# [Exercise requirements]
The response should consist of the records, reproduced exactly.

___ Exercise data ___

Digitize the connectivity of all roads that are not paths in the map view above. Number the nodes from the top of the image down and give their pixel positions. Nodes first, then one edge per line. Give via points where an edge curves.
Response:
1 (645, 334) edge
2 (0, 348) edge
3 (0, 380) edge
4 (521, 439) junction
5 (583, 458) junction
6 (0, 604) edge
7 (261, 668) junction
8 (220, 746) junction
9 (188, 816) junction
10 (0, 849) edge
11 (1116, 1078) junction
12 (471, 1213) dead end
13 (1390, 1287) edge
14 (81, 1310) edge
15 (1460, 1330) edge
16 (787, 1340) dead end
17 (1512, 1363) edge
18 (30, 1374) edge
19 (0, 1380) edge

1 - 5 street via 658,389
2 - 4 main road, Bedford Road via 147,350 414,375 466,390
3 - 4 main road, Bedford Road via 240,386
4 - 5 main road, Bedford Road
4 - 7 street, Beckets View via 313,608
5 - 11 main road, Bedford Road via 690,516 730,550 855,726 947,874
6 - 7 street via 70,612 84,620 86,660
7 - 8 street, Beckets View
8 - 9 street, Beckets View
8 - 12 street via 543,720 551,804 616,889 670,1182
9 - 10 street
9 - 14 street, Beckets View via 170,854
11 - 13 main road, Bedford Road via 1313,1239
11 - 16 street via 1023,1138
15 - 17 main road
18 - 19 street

___

# [Solution to the problem]
Digitize the connectivity of all roads that are not paths in the map view above. Number the nodes from the top of the image down and give their pixel positions. Nodes first, then one edge per line. Give via points where an edge curves.
Response:
1 (645, 334) edge
2 (0, 348) edge
3 (0, 380) edge
4 (521, 439) junction
5 (583, 458) junction
6 (0, 604) edge
7 (261, 668) junction
8 (220, 746) junction
9 (188, 816) junction
10 (0, 849) edge
11 (1116, 1078) junction
12 (471, 1213) dead end
13 (1390, 1287) edge
14 (81, 1310) edge
15 (1460, 1330) edge
16 (787, 1340) dead end
17 (1512, 1363) edge
18 (30, 1374) edge
19 (0, 1380) edge

1 - 5 street via 658,389
2 - 4 main road, Bedford Road via 147,350 414,375 466,390
3 - 4 main road, Bedford Road via 240,386
4 - 5 main road, Bedford Road
4 - 7 street, Beckets View via 313,608
5 - 11 main road, Bedford Road via 690,516 730,550 855,726 947,874
6 - 7 street via 70,612 84,620 86,660
7 - 8 street, Beckets View
8 - 9 street, Beckets View
8 - 12 street via 543,720 551,804 616,889 670,1182
9 - 10 street
9 - 14 street, Beckets View via 170,854
11 - 13 main road, Bedford Road via 1313,1239
11 - 16 street via 1023,1138
15 - 17 main road
18 - 19 street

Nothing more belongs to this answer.